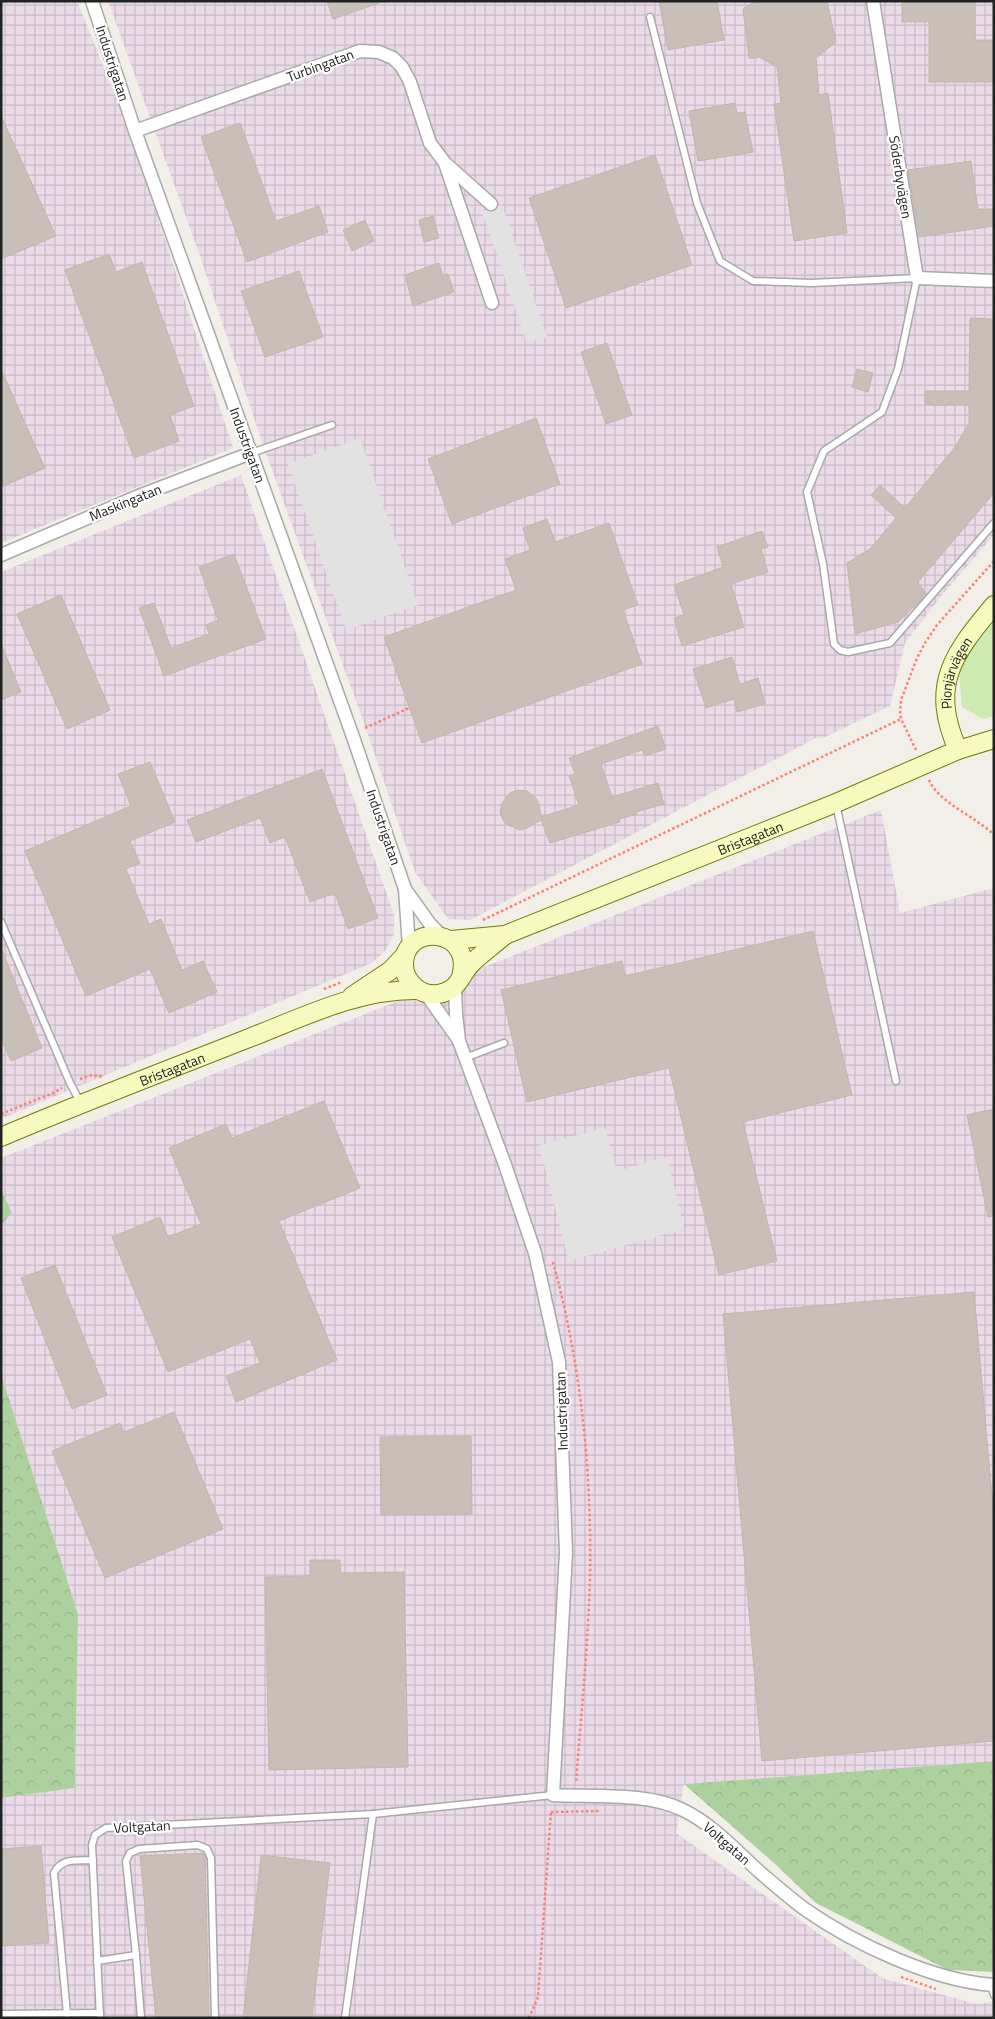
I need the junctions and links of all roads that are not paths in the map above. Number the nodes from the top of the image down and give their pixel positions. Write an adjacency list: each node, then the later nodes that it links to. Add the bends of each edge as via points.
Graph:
1 (92, 1): 4 (street, Industrigatan)
2 (873, 1): 7 (street, Söderbyvägen)
3 (650, 17): 7 (lane, via 697,203 720,261 753,281 812,283)
4 (135, 131): 5 (street, Turbingatan, via 360,51 379,52 393,58 402,67 430,143); 11 (street, Industrigatan)
5 (445, 163): 6 (street, Turbingatan); 9 (street, Turbingatan)
6 (491, 204)
7 (917, 278): 8 (street); 12 (lane, via 898,369 882,412 824,451 806,492 823,564 834,644 848,652 890,643)
8 (994, 281)
9 (492, 303)
10 (332, 425): 11 (lane)
11 (250, 453): 13 (street, Maskingatan); 18 (street, Industrigatan)
12 (994, 524)
13 (1, 554)
14 (994, 605): 16 (street, Pionjärvägen, via 968,636 949,671 945,701 948,727)
15 (994, 739): 16 (street, Bristagatan)
16 (958, 750): 17 (street, Bristagatan)
17 (836, 803): 20 (street, Bristagatan); 29 (lane)
18 (405, 889): 21 (street, Industrigatan, via 430,924); 22 (street, Industrigatan)
19 (1, 922): 30 (lane)
20 (505, 935): 21 (street, Bristagatan); 23 (street, Bristagatan, via 471,964)
21 (446, 938): 22 (street, Bristagatan, via 424,936); 23 (street, via 463,957 464,967)
22 (407, 951): 24 (street, via 405,973 410,983); 25 (street, Bristagatan, via 391,970)
23 (458, 982): 24 (street, Bristagatan, via 447,992 437,995); 26 (street, Industrigatan, via 456,1014)
24 (422, 992): 25 (street, Bristagatan, via 394,990); 26 (street, Industrigatan)
25 (344, 1002): 30 (street, Bristagatan)
26 (459, 1042): 28 (street, Industrigatan)
27 (504, 1043): 28 (lane)
28 (465, 1058): 32 (street, Industrigatan, via 535,1253 559,1362 566,1552)
29 (896, 1081)
30 (80, 1104): 31 (street, Bristagatan)
31 (1, 1137)
32 (553, 1796): 33 (lane, Voltgatan); 37 (street, Voltgatan, via 646,1800 683,1809 705,1822 805,1910 856,1940 950,1978)
33 (373, 1814): 34 (lane, Voltgatan, via 106,1828 95,1835); 43 (lane)
34 (93, 1860): 36 (lane, Voltgatan); 39 (lane, via 65,1862 54,1873)
35 (136, 1955): 36 (lane); 41 (lane); 42 (lane, via 126,1861 130,1853 139,1849 198,1845 207,1848 211,1858)
36 (97, 1961): 40 (lane, Voltgatan)
37 (993, 1988)
38 (1, 2014): 39 (lane)
39 (67, 2014): 40 (lane)
40 (100, 2016)
41 (141, 2018)
42 (215, 2018)
43 (345, 2018)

▶ Task item
Only lines holding "Turbingatan" are wanted; copy all of them from the listing.

▶ Written reply
4 (135, 131): 5 (street, Turbingatan, via 360,51 379,52 393,58 402,67 430,143); 11 (street, Industrigatan)
5 (445, 163): 6 (street, Turbingatan); 9 (street, Turbingatan)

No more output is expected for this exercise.